Your goal –
A word-for-word copy of the records that follow is needed, with every picture omitted.

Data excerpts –

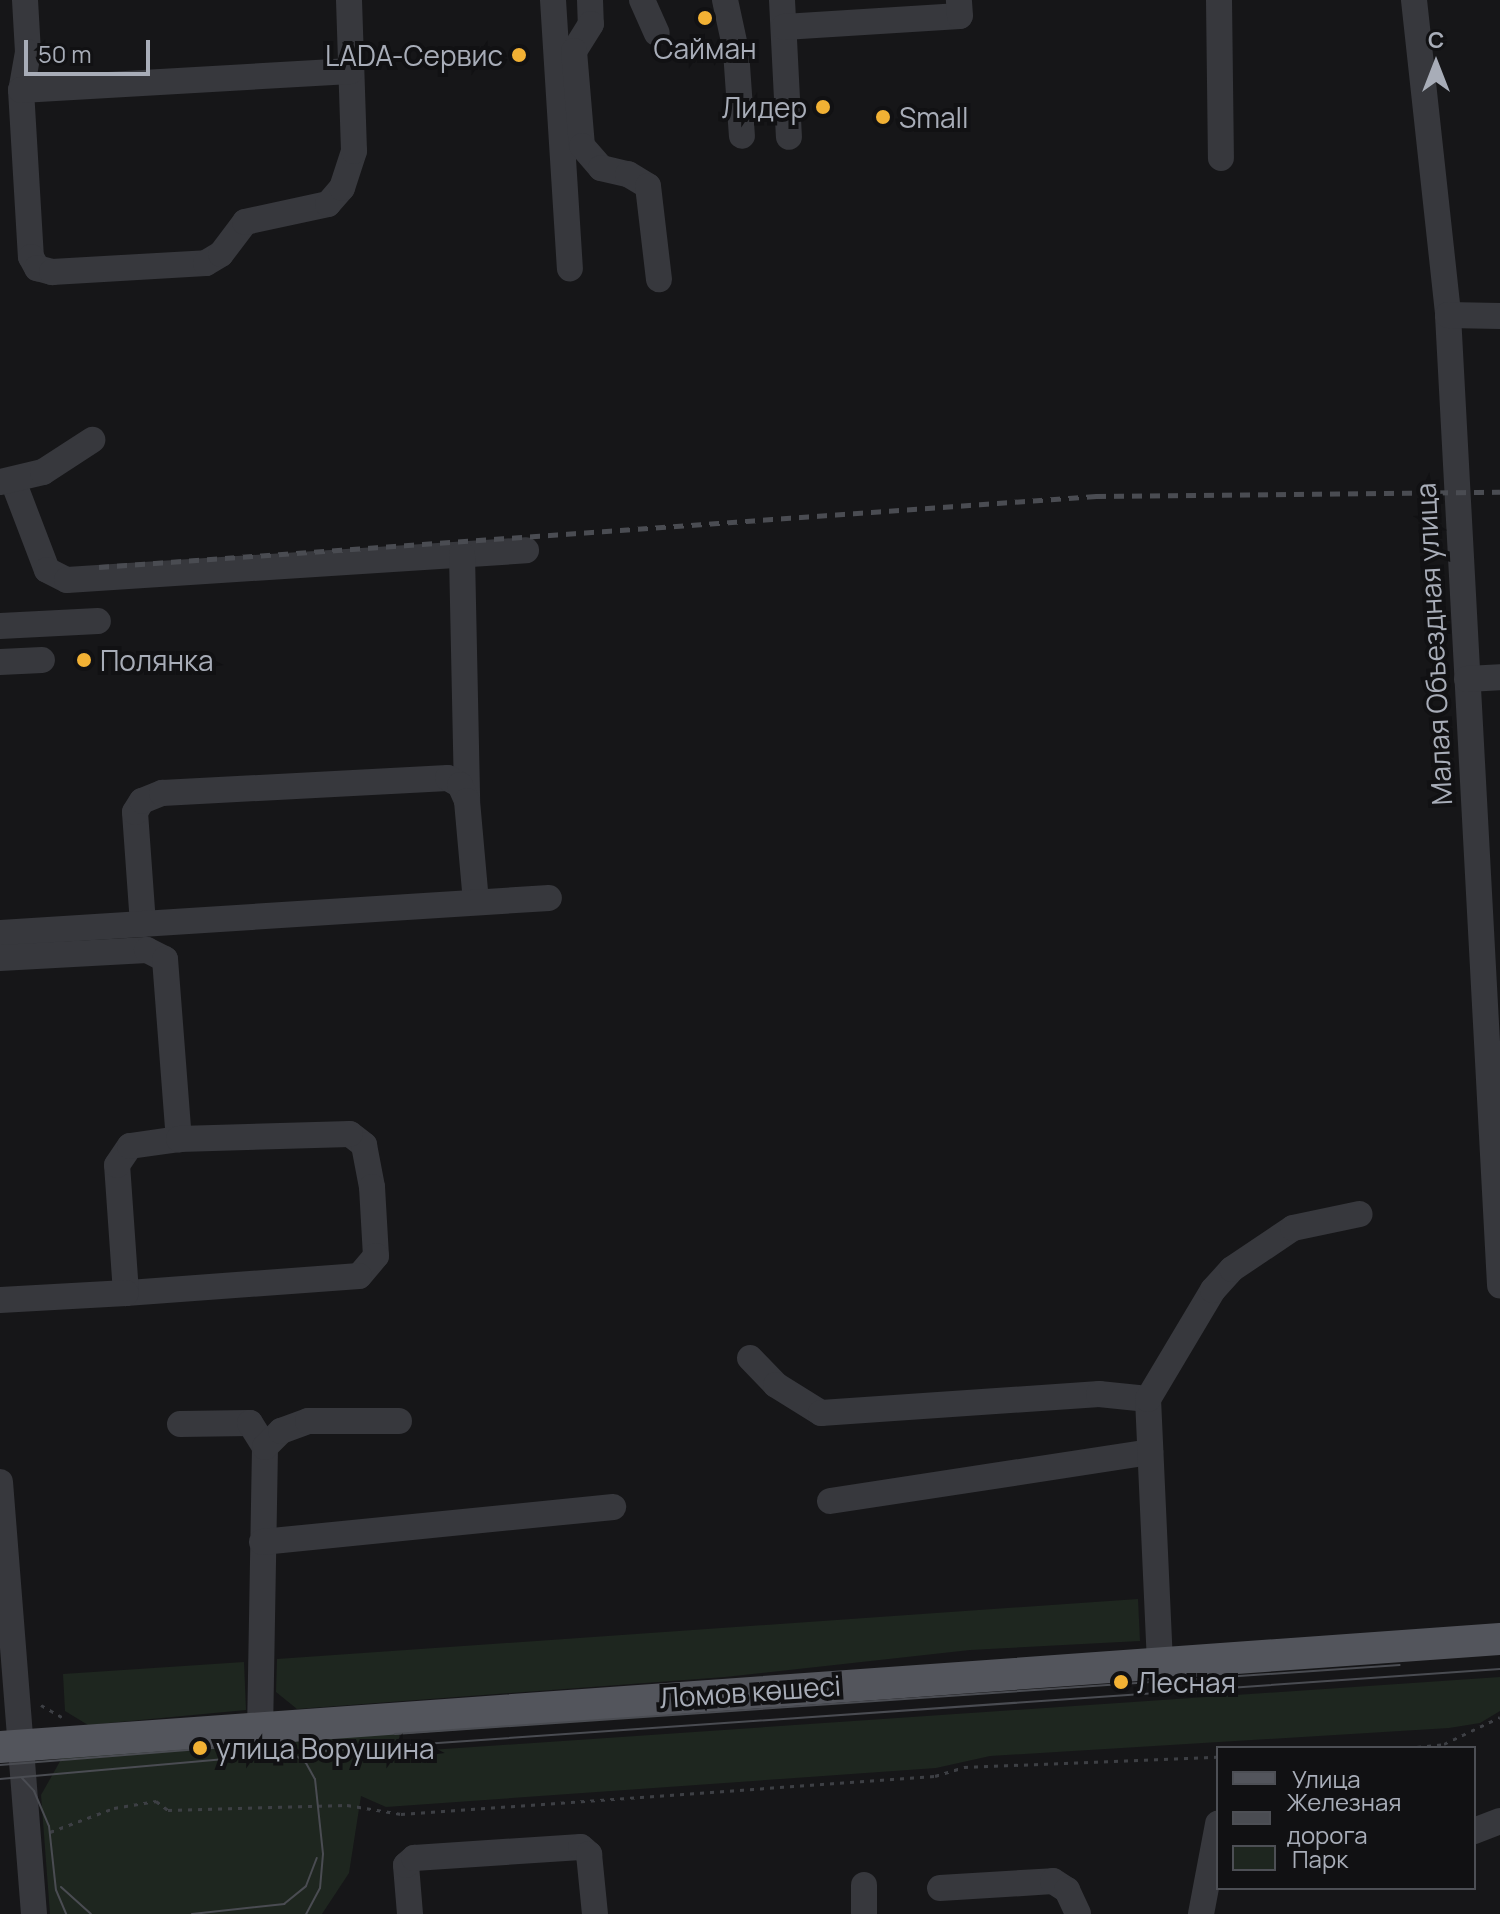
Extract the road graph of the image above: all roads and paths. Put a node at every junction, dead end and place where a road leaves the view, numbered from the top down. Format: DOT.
graph roads {
  1 [pos="25,0"];
  2 [pos="349,0"];
  3 [pos="553,0"];
  4 [pos="590,0"];
  5 [pos="642,0"];
  6 [pos="725,0"];
  7 [pos="782,0"];
  8 [pos="959,0"];
  9 [pos="1219,0"];
  10 [pos="1414,0"];
  11 [pos="784,27"];
  12 [pos="657,33"];
  13 [pos="350,71"];
  14 [pos="21,90"];
  15 [pos="742,136"];
  16 [pos="789,137"];
  17 [pos="1221,158"];
  18 [pos="570,268"];
  19 [pos="659,279"];
  20 [pos="1448,315"];
  21 [pos="1500,316"];
  22 [pos="92,440"];
  23 [pos="6,482"];
  24 [pos="526,550"];
  25 [pos="462,555"];
  26 [pos="98,621"];
  27 [pos="0,626"];
  28 [pos="42,660"];
  29 [pos="0,662"];
  30 [pos="1500,677"];
  31 [pos="1467,679"];
  32 [pos="467,801"];
  33 [pos="549,898"];
  34 [pos="476,902"];
  35 [pos="143,924"];
  36 [pos="0,933"];
  37 [pos="0,958"];
  38 [pos="179,1139"];
  39 [pos="1360,1214"];
  40 [pos="1500,1286"];
  41 [pos="126,1293"];
  42 [pos="0,1300"];
  43 [pos="750,1358"];
  44 [pos="1148,1399"];
  45 [pos="399,1421"];
  46 [pos="180,1424"];
  47 [pos="265,1447"];
  48 [pos="1150,1452"];
  49 [pos="0,1482"];
  50 [pos="830,1501"];
  51 [pos="613,1507"];
  52 [pos="262,1542"];
  53 [pos="5,1616"];
  54 [pos="1500,1639"];
  55 [pos="1160,1663"];
  56 [pos="36,1700"];
  57 [pos="1500,1717"];
  58 [pos="66,1718"];
  59 [pos="260,1725"];
  60 [pos="9,1746"];
  61 [pos="1426,1746"];
  62 [pos="1216,1757"];
  63 [pos="1500,1821"];
  64 [pos="1476,1830"];
  65 [pos="42,1835"];
  66 [pos="1216,1835"];
  67 [pos="864,1885"];
  68 [pos="940,1888"];
  69 [pos="34,1914"];
  70 [pos="410,1914"];
  71 [pos="595,1914"];
  72 [pos="864,1914"];
  73 [pos="1078,1914"];
  74 [pos="1201,1914"];
  1 -- 14 [label="street"];
  2 -- 13 [label="street"];
  3 -- 18 [label="street"];
  4 -- 19 [label="street"];
  5 -- 12 [label="street"];
  6 -- 15 [label="street"];
  7 -- 11 [label="street"];
  8 -- 11 [label="street"];
  9 -- 17 [label="street"];
  10 -- 20 [label="street, Малая Объездная улица"];
  11 -- 16 [label="street"];
  13 -- 14 [label="street"];
  13 -- 14 [label="street"];
  20 -- 21 [label="street"];
  20 -- 31 [label="street, Малая Объездная улица"];
  22 -- 23 [label="street"];
  23 -- 25 [label="street"];
  24 -- 25 [label="street"];
  25 -- 32 [label="street"];
  26 -- 27 [label="street"];
  28 -- 29 [label="street"];
  30 -- 31 [label="street"];
  31 -- 40 [label="street, Малая Объездная улица"];
  32 -- 34 [label="street"];
  32 -- 35 [label="street"];
  33 -- 34 [label="street"];
  34 -- 35 [label="street"];
  35 -- 36 [label="street"];
  37 -- 38 [label="street"];
  38 -- 41 [label="street"];
  38 -- 41 [label="street"];
  39 -- 44 [label="street"];
  41 -- 42 [label="street"];
  43 -- 44 [label="street"];
  44 -- 48 [label="street"];
  45 -- 47 [label="street"];
  46 -- 47 [label="street"];
  47 -- 52 [label="street"];
  48 -- 50 [label="street"];
  48 -- 55 [label="street"];
  49 -- 53 [label="street"];
  51 -- 52 [label="street"];
  52 -- 59 [label="street"];
  53 -- 60 [label="street"];
  54 -- 55 [label="main road, Ломов көшесі"];
  55 -- 59 [label="main road, Ломов көшесі"];
  56 -- 58 [label="path"];
  57 -- 61 [label="path"];
  59 -- 60 [label="main road, Ломов көшесі"];
  60 -- 69 [label="street"];
  62 -- 65 [label="path"];
  63 -- 64 [label="street"];
  66 -- 74 [label="street"];
  67 -- 72 [label="street"];
  68 -- 73 [label="street"];
  70 -- 71 [label="street"];
}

Written solution –
Extract the road graph of the image above: all roads and paths. Put a node at every junction, dead end and place where a road leaves the view, numbered from the top down. Format: DOT.
graph roads {
  1 [pos="25,0"];
  2 [pos="349,0"];
  3 [pos="553,0"];
  4 [pos="590,0"];
  5 [pos="642,0"];
  6 [pos="725,0"];
  7 [pos="782,0"];
  8 [pos="959,0"];
  9 [pos="1219,0"];
  10 [pos="1414,0"];
  11 [pos="784,27"];
  12 [pos="657,33"];
  13 [pos="350,71"];
  14 [pos="21,90"];
  15 [pos="742,136"];
  16 [pos="789,137"];
  17 [pos="1221,158"];
  18 [pos="570,268"];
  19 [pos="659,279"];
  20 [pos="1448,315"];
  21 [pos="1500,316"];
  22 [pos="92,440"];
  23 [pos="6,482"];
  24 [pos="526,550"];
  25 [pos="462,555"];
  26 [pos="98,621"];
  27 [pos="0,626"];
  28 [pos="42,660"];
  29 [pos="0,662"];
  30 [pos="1500,677"];
  31 [pos="1467,679"];
  32 [pos="467,801"];
  33 [pos="549,898"];
  34 [pos="476,902"];
  35 [pos="143,924"];
  36 [pos="0,933"];
  37 [pos="0,958"];
  38 [pos="179,1139"];
  39 [pos="1360,1214"];
  40 [pos="1500,1286"];
  41 [pos="126,1293"];
  42 [pos="0,1300"];
  43 [pos="750,1358"];
  44 [pos="1148,1399"];
  45 [pos="399,1421"];
  46 [pos="180,1424"];
  47 [pos="265,1447"];
  48 [pos="1150,1452"];
  49 [pos="0,1482"];
  50 [pos="830,1501"];
  51 [pos="613,1507"];
  52 [pos="262,1542"];
  53 [pos="5,1616"];
  54 [pos="1500,1639"];
  55 [pos="1160,1663"];
  56 [pos="36,1700"];
  57 [pos="1500,1717"];
  58 [pos="66,1718"];
  59 [pos="260,1725"];
  60 [pos="9,1746"];
  61 [pos="1426,1746"];
  62 [pos="1216,1757"];
  63 [pos="1500,1821"];
  64 [pos="1476,1830"];
  65 [pos="42,1835"];
  66 [pos="1216,1835"];
  67 [pos="864,1885"];
  68 [pos="940,1888"];
  69 [pos="34,1914"];
  70 [pos="410,1914"];
  71 [pos="595,1914"];
  72 [pos="864,1914"];
  73 [pos="1078,1914"];
  74 [pos="1201,1914"];
  1 -- 14 [label="street"];
  2 -- 13 [label="street"];
  3 -- 18 [label="street"];
  4 -- 19 [label="street"];
  5 -- 12 [label="street"];
  6 -- 15 [label="street"];
  7 -- 11 [label="street"];
  8 -- 11 [label="street"];
  9 -- 17 [label="street"];
  10 -- 20 [label="street, Малая Объездная улица"];
  11 -- 16 [label="street"];
  13 -- 14 [label="street"];
  13 -- 14 [label="street"];
  20 -- 21 [label="street"];
  20 -- 31 [label="street, Малая Объездная улица"];
  22 -- 23 [label="street"];
  23 -- 25 [label="street"];
  24 -- 25 [label="street"];
  25 -- 32 [label="street"];
  26 -- 27 [label="street"];
  28 -- 29 [label="street"];
  30 -- 31 [label="street"];
  31 -- 40 [label="street, Малая Объездная улица"];
  32 -- 34 [label="street"];
  32 -- 35 [label="street"];
  33 -- 34 [label="street"];
  34 -- 35 [label="street"];
  35 -- 36 [label="street"];
  37 -- 38 [label="street"];
  38 -- 41 [label="street"];
  38 -- 41 [label="street"];
  39 -- 44 [label="street"];
  41 -- 42 [label="street"];
  43 -- 44 [label="street"];
  44 -- 48 [label="street"];
  45 -- 47 [label="street"];
  46 -- 47 [label="street"];
  47 -- 52 [label="street"];
  48 -- 50 [label="street"];
  48 -- 55 [label="street"];
  49 -- 53 [label="street"];
  51 -- 52 [label="street"];
  52 -- 59 [label="street"];
  53 -- 60 [label="street"];
  54 -- 55 [label="main road, Ломов көшесі"];
  55 -- 59 [label="main road, Ломов көшесі"];
  56 -- 58 [label="path"];
  57 -- 61 [label="path"];
  59 -- 60 [label="main road, Ломов көшесі"];
  60 -- 69 [label="street"];
  62 -- 65 [label="path"];
  63 -- 64 [label="street"];
  66 -- 74 [label="street"];
  67 -- 72 [label="street"];
  68 -- 73 [label="street"];
  70 -- 71 [label="street"];
}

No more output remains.